MacKenzie took one last look up and down the hall, then strode into the living room. Savannah broke the cover spell. As she did, I noticed blood seeping through her sleeve. I grabbed her arm and tried to push up the sleeve.
“It’s nothing, Paige,” she said, pulling away. “Where’s Lucas?”
The front doorknob turned. Seeing it, Savannah started to leap up.
“We have to warn—” she began.
I tugged her down. “He knows. Let him come in and distract her, then we’ll attack from behind.”
The door slid open a few inches. But there was no one there. I was about to move when I realized Lucas was hidden under a cover spell. I pointed to the living room and motioned for him to go in, then I cast a cover spell over Savannah and me.

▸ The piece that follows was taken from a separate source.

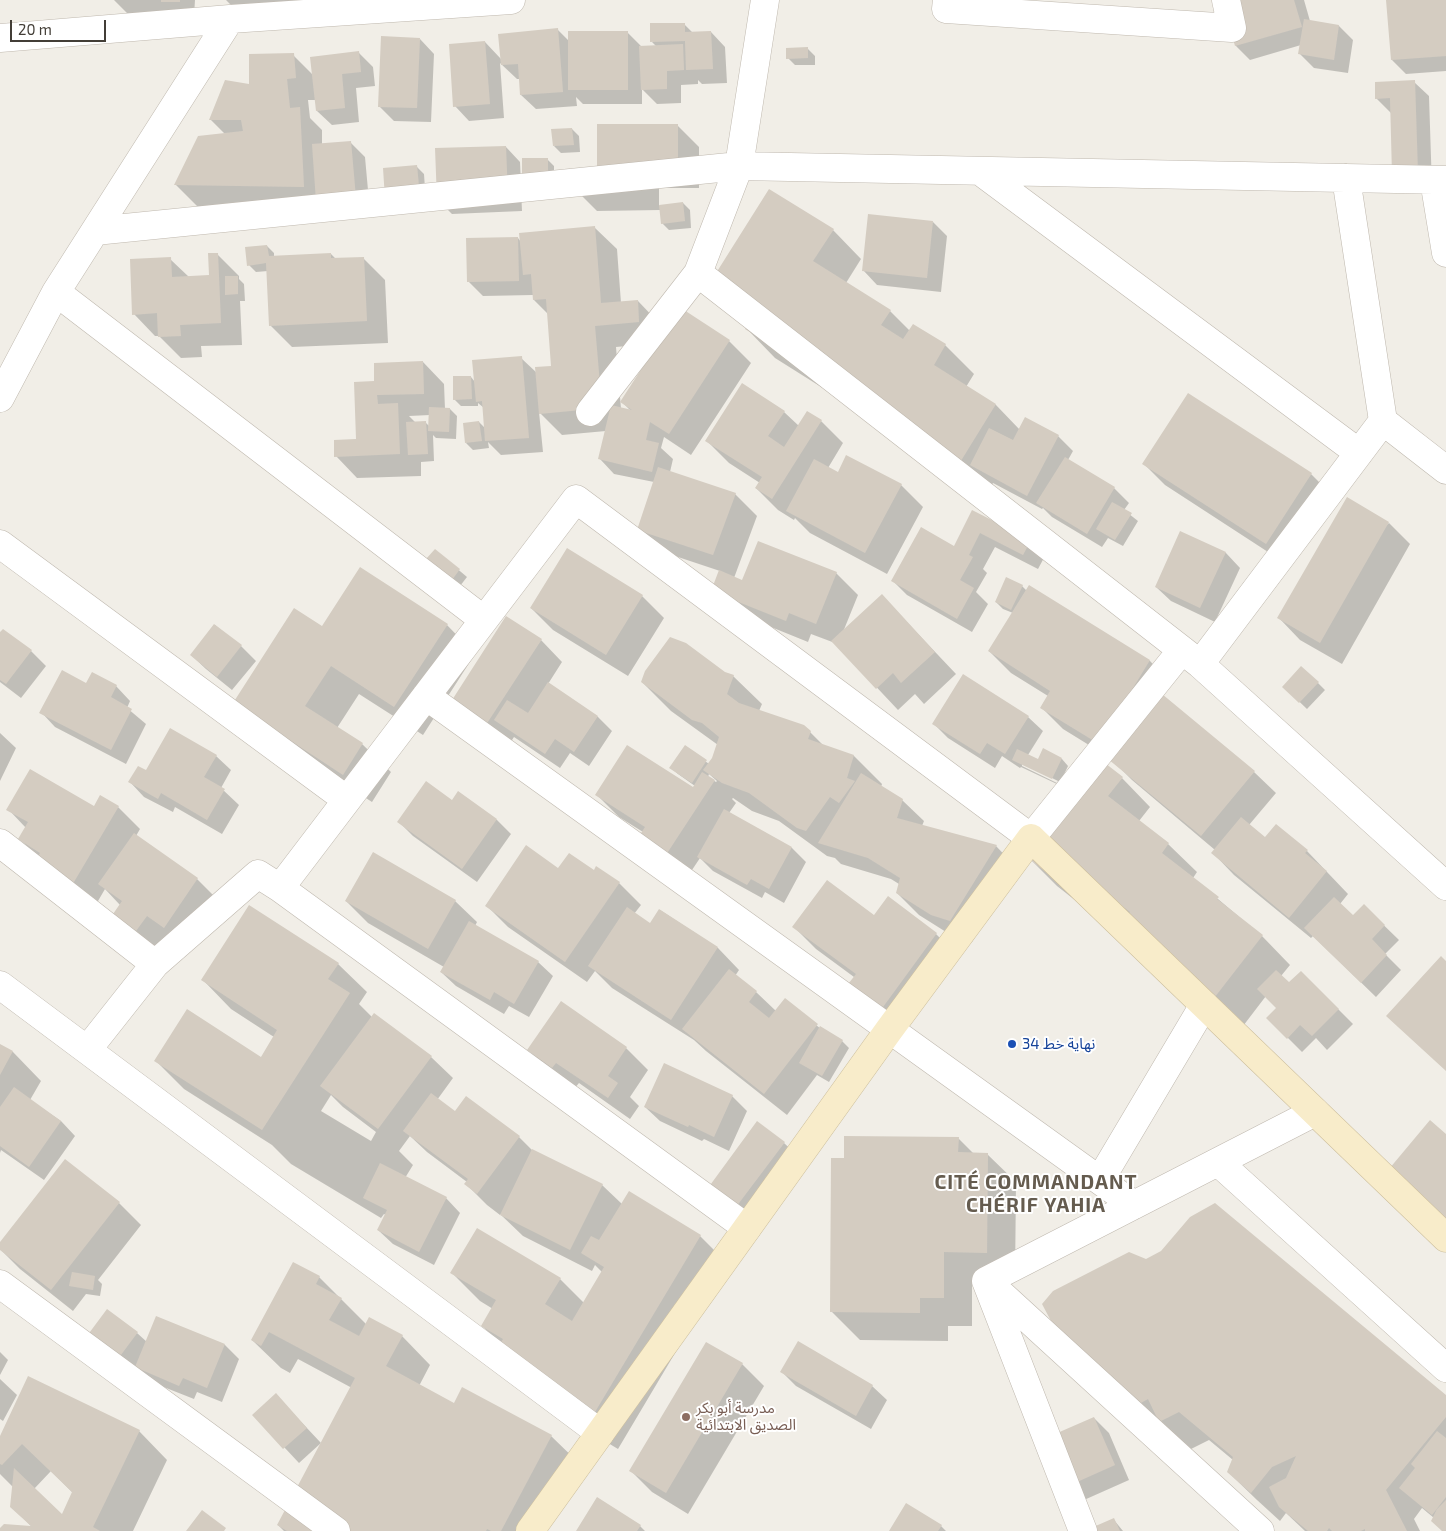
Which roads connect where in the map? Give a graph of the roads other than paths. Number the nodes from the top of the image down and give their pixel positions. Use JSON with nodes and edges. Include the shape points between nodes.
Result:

Lucas broke his cover spell and banged the door open. MacKenzie bolted from the living room, saw Lucas, and stopped in the middle of the hall, her back to us.
“Where is she?” Lucas said, striding into the hall.
“Your wife or your pretty young ward?” Cheri purred. “Which one interests you more?”
“Where are they?” Lucas’s gaze flew to the knife in Cheri’s hand. “If you’ve hurt them—”
“You’ll do what? Tell me I’m a very naughty girl and send me to bed? Then come up and climb in with me? Bet you’ve thought of doing that with her, haven’t you? Your naughty ward?”
I don’t know who looked more disgusted, Lucas or Savannah. I motioned for Savannah to approach from the left while I slid across the hall to the other side.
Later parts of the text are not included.